Bruce Lee jako Kato (1967 r.)

Co dalej wiemy? Wiemy, że faktycznie istniał najemnik. W fabularyzowanych filmach o życiu Bruce'a mowa jest o jakiejś chińskiej starszyźnie, która silnie naciskała, że to popularyzowanie ich tajemnych sztuk walki bardzo się im nie podoba, że to jest ich tajemnica i białym ludziom nic do tego...

Faktem jest, że Bruce się nie posłuchał, więc Ci ściągnęli najbardziej niebezpiecznego znanego im na świecie przeciwnika i chcieli rozstrzygnąć ten "spór" w walce (!) Ciekawe, samo to już jest świetną historią wartą filmu, jednak to się naprawdę wydarzyło!
Bruce Lee jako Zielony Szerszeń (1966 r.)

Powiedzmy sobie szczerze, liczyli bardzo że ten czołg rozgniecie Bruce'a, że może w chwili nieuwagi uda się mu zadać takie rany, że chłopak się już do walki nie będzie nadawał. Co do tego nie ma żadnej wątpliwości, że najemnik nie przybył w celu pokonania Bruce, ale zniszczenia go w dowolnej formie, ja jestem tego pewien, że gdyby tylko wygrał z Brucem, owa starszyzna wymusiłaby na nim, aby ten zrobił mu krzywdę...

Tak się jednak nie stało, Bruce udowodnił swój mistrzowski poziom i pokonał tego najemnika!

I tu się pojawia pole do snucia wszelkich teorii spiskowych, bo Bruce wygrał, ale w dziwny sposób później umarł (a nie został napadnięty przez kolejnych najemników), co potwierdza starą teorię o czerwonym piasku, że właśnie wykończyć go chciano w taki sposób, aby nie pozostawić śladów - więc faktycznie to wszystko pasuje.

Jednak teorie spiskowe, faktycznie nie mają tu miejsca, fantazja owszem, ale nie są to teorie spiskowe, ponieważ naprawdę wiemy, że owa starszyzna chciała go wyeliminować z dużą determinacją oraz wiemy, że do takiej walki faktycznie doszło i Bruce faktycznie ją wygrał. Dlatego to nie są teorie spiskowe, ale bardzo prawdopodobna wersja zdarzeń, która jest oparta na konkretnych faktach, które wskazują jednoznacznie na właśnie mord na zlecenie.

Oczywiście tego nie wiemy i jeśli istnieje cios czerwonego piasku lub coś podobnego to oczywiste wydaje się, że owa starszyzna nie zaprzestała swoich knowań po wcześniejszych porażkach.

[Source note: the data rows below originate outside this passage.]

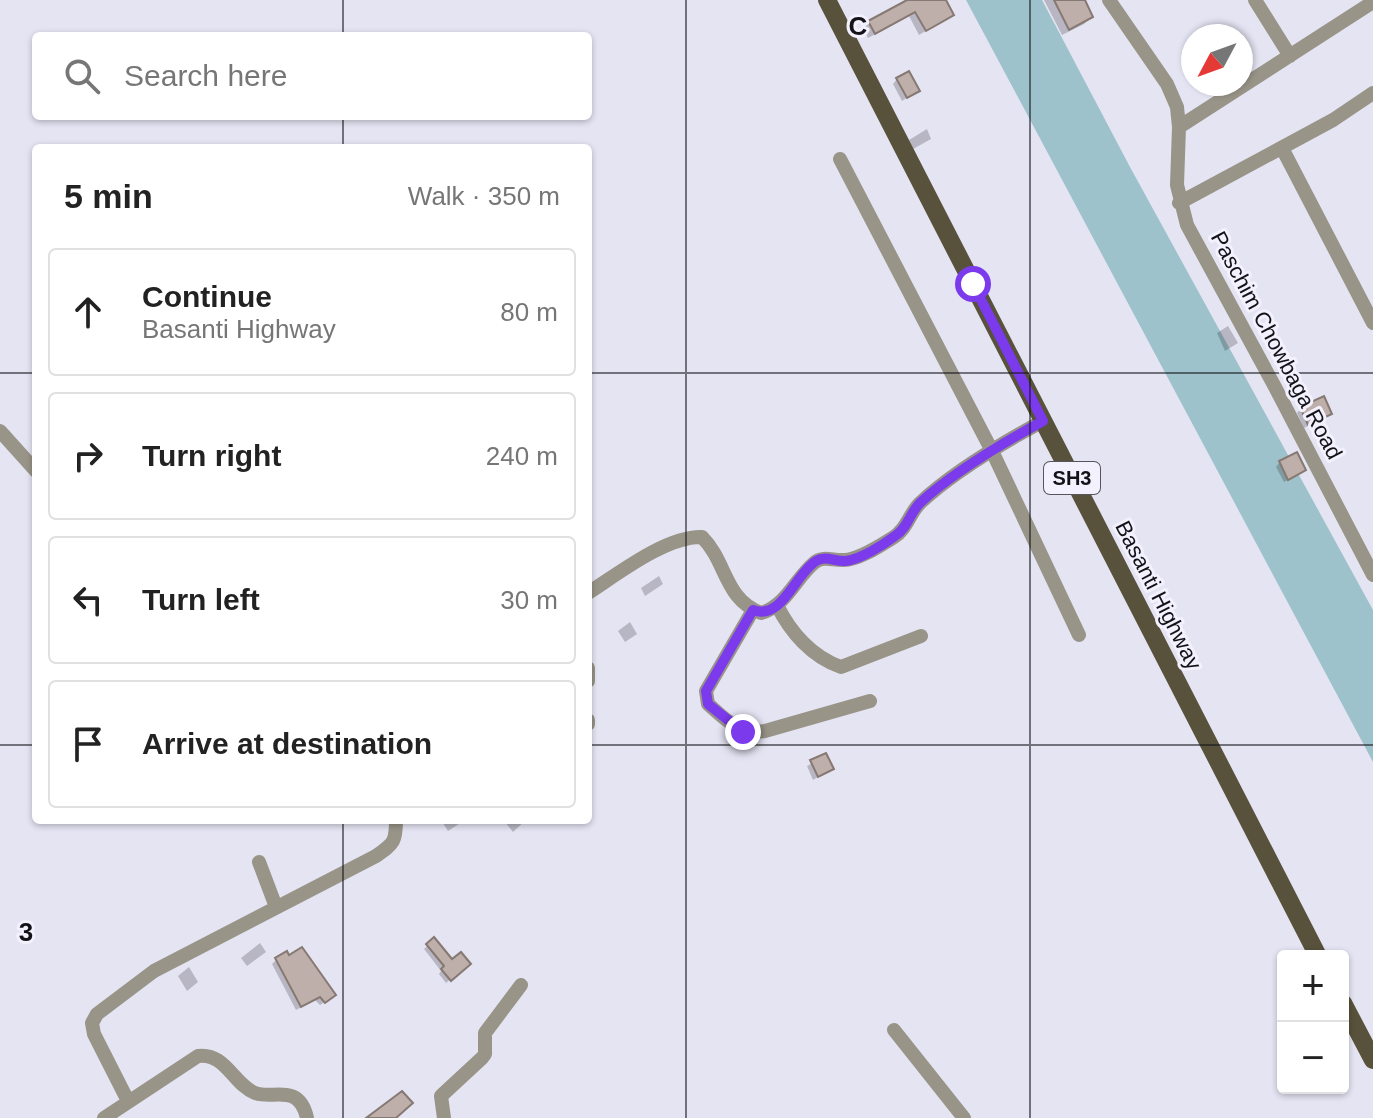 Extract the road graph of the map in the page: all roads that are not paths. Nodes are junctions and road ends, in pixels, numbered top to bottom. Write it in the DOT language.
graph roads {
  1 [pos="827,0"];
  2 [pos="1255,0"];
  3 [pos="1373,2"];
  4 [pos="1111,3"];
  5 [pos="1290,56"];
  6 [pos="1373,93"];
  7 [pos="1179,127"];
  8 [pos="1282,148"];
  9 [pos="840,159"];
  10 [pos="1179,203"];
  11 [pos="1373,323"];
  12 [pos="1036,425"];
  13 [pos="0,431"];
  14 [pos="988,454"];
  15 [pos="32,467"];
  16 [pos="1366,542"];
  17 [pos="1373,575"];
  18 [pos="592,591"];
  19 [pos="777,605"];
  20 [pos="748,607"];
  21 [pos="1079,635"];
  22 [pos="921,636"];
  23 [pos="870,701"];
  24 [pos="396,824"];
  25 [pos="259,862"];
  26 [pos="276,907"];
  27 [pos="1315,950"];
  28 [pos="521,985"];
  29 [pos="1349,1014"];
  30 [pos="894,1030"];
  31 [pos="1373,1060"];
  32 [pos="128,1101"];
  33 [pos="104,1118"];
  34 [pos="307,1118"];
  35 [pos="444,1118"];
  36 [pos="964,1118"];
  1 -- 12 [label="main road, Basanti Highway / SH3"];
  2 -- 5 [label="street"];
  3 -- 5 [label="street"];
  4 -- 7 [label="street, Paschim Chowbaga Road"];
  5 -- 7 [label="street"];
  6 -- 8 [label="street"];
  7 -- 10 [label="street, Paschim Chowbaga Road"];
  8 -- 10 [label="street"];
  8 -- 11 [label="street"];
  9 -- 14 [label="street"];
  10 -- 16 [label="street, Paschim Chowbaga Road"];
  12 -- 14 [label="street"];
  12 -- 27 [label="main road, Basanti Highway / SH3"];
  13 -- 15 [label="street"];
  14 -- 19 [label="street"];
  14 -- 21 [label="street"];
  16 -- 17 [label="street, Paschim Chowbaga Road"];
  18 -- 20 [label="street"];
  19 -- 20 [label="street"];
  19 -- 22 [label="street"];
  20 -- 23 [label="street"];
  24 -- 26 [label="street"];
  25 -- 26 [label="street"];
  26 -- 32 [label="street"];
  28 -- 35 [label="street"];
  29 -- 31 [label="main road"];
  30 -- 36 [label="street"];
  32 -- 33 [label="street"];
  32 -- 34 [label="street"];
}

Podkreślmy, oni nie żartowali i byli bardzo zdeterminowani w wyeliminowaniu Bruce'a. W końcu ściągnięcie takiego najemnika słono kosztuje! To nie były żarty!
Przypomina to słynne Triady, które z pewnością było na to stać (podobno porachunki z Triadami miały miejsce, ale może jedynie chodzi o tę walkę, która nie wiadomo do końca przez kogo została zainicjowana).

Oczywiście jest niewielkie prawdopodobieństwo, że to jest zbieg okoliczności, jednak u znanych osób, sławnych, wpływowych, mających zatargi z jakimiś tajemnymi grupami - takie fenomenalne zbiegi okoliczności nie mają miejsca, zgodnie z zasadą, że "tragiczna śmierć prezydenta nigdy nie jest dziełem przypadku".

Wygląda na to, że Bruce zlekceważył jak śmiertelnie poważna jest ta sytuacja...
Z resztą po pierwszej walce powinien zrozumieć, że to nie żarty...
W końcu nie przysłali mu średniego przeciwnika, tylko takiego, który miał go rozwałkować - to wiele mówi!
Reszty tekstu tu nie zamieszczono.